• [TASK INSTRUCTIONS]:
Look below for the line containing "0 .pushpdf14devicefilter"; from there, print each line exactly up to and including the line containing "0 501 translate 1 -1 scale", and stop.

• [SUPPLIED RECORDS]:
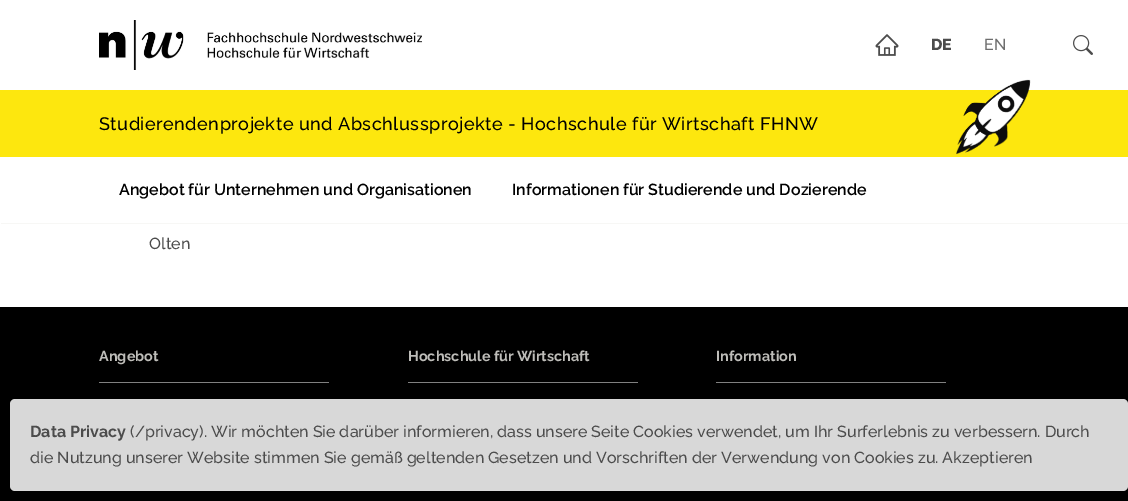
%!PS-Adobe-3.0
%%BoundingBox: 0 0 1128 501
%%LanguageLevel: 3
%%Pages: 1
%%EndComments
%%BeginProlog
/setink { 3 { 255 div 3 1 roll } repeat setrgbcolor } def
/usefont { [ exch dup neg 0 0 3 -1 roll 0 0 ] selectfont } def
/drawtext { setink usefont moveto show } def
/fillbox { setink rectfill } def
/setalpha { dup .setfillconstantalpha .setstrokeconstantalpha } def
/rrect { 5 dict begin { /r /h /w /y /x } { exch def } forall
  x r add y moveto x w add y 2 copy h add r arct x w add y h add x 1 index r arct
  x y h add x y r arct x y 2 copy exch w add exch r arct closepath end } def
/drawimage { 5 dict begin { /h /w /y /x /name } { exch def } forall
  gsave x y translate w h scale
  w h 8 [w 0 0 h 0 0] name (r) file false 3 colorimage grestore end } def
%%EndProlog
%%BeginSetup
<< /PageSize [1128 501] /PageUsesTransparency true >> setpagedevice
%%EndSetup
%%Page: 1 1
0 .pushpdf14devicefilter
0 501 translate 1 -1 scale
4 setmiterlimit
0 0 1128 501 255 255 255 fillbox
(assets/img1.rgb) 875 34 24 22 drawimage
(DE) 931 50 /Raleway-ExtraBold 16 76 76 76 drawtext
(EN) 984 50 /Raleway-Medium 16 110 110 110 drawtext
(assets/img2.rgb) 1073 35 20 20 drawimage
247 247 245 setink
1 223 moveto 1 224 lineto 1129 224 lineto 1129 1 lineto 1128 1 lineto 1128 223 lineto closepath fill
(assets/img3.rgb) 99 20 323 50 drawimage
0 90 1128 67 253 231 14 fillbox
/Raleway-Medium 18 usefont
0 0 0 setink
99 130 moveto 0.5 0 (Studierendenprojekte und Abschlussprojekte - Hochschule für Wirtschaft FHNW) ashow
(Angebot für Unternehmen und Organisationen) 119 195 /Raleway-SemiBold 16 0 0 0 drawtext
(Informationen für Studierende und Dozierende) 512 195 /Raleway-SemiBold 16 0 0 0 drawtext
(assets/img4.rgb) 956 79 75 76 drawimage
(Olten) 149 249 /Raleway-Medium 16 76 76 76 drawtext
0 307 1128 194 0 0 0 fillbox
99 382 230 1 128 128 128 fillbox
(Angebot) 99 361 /Raleway-Bold 14.4 190 189 185 drawtext
408 382 230 1 128 128 128 fillbox
(Hochschule für Wirtschaft) 408 361 /Raleway-Bold 14.4 190 189 185 drawtext
716 382 230 1 128 128 128 fillbox
(Information) 716 361 /Raleway-Bold 14.4 190 189 185 drawtext
0.9 setalpha
239 239 239 setink
10 399 1118 92 5 rrect fill
1 setalpha
(Data Privacy) 30 437 /Raleway-Bold 16 76 76 76 drawtext
(\(/privacy\). Wir möchten Sie darüber informieren, dass unsere Seite Cookies verwendet, um Ihr Surferlebnis zu verbessern. Durch) 130 437 /Raleway-Medium 16 76 76 76 drawtext
(die Nutzung unserer Website stimmen Sie gemäß geltenden Gesetzen und Vorschriften der Verwendung von Cookies zu. Akzeptieren) 30 463 /Raleway-Medium 16 76 76 76 drawtext
.poppdf14devicefilter showpage
%%EOF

• [TASK OUTPUT]:
0 .pushpdf14devicefilter
0 501 translate 1 -1 scale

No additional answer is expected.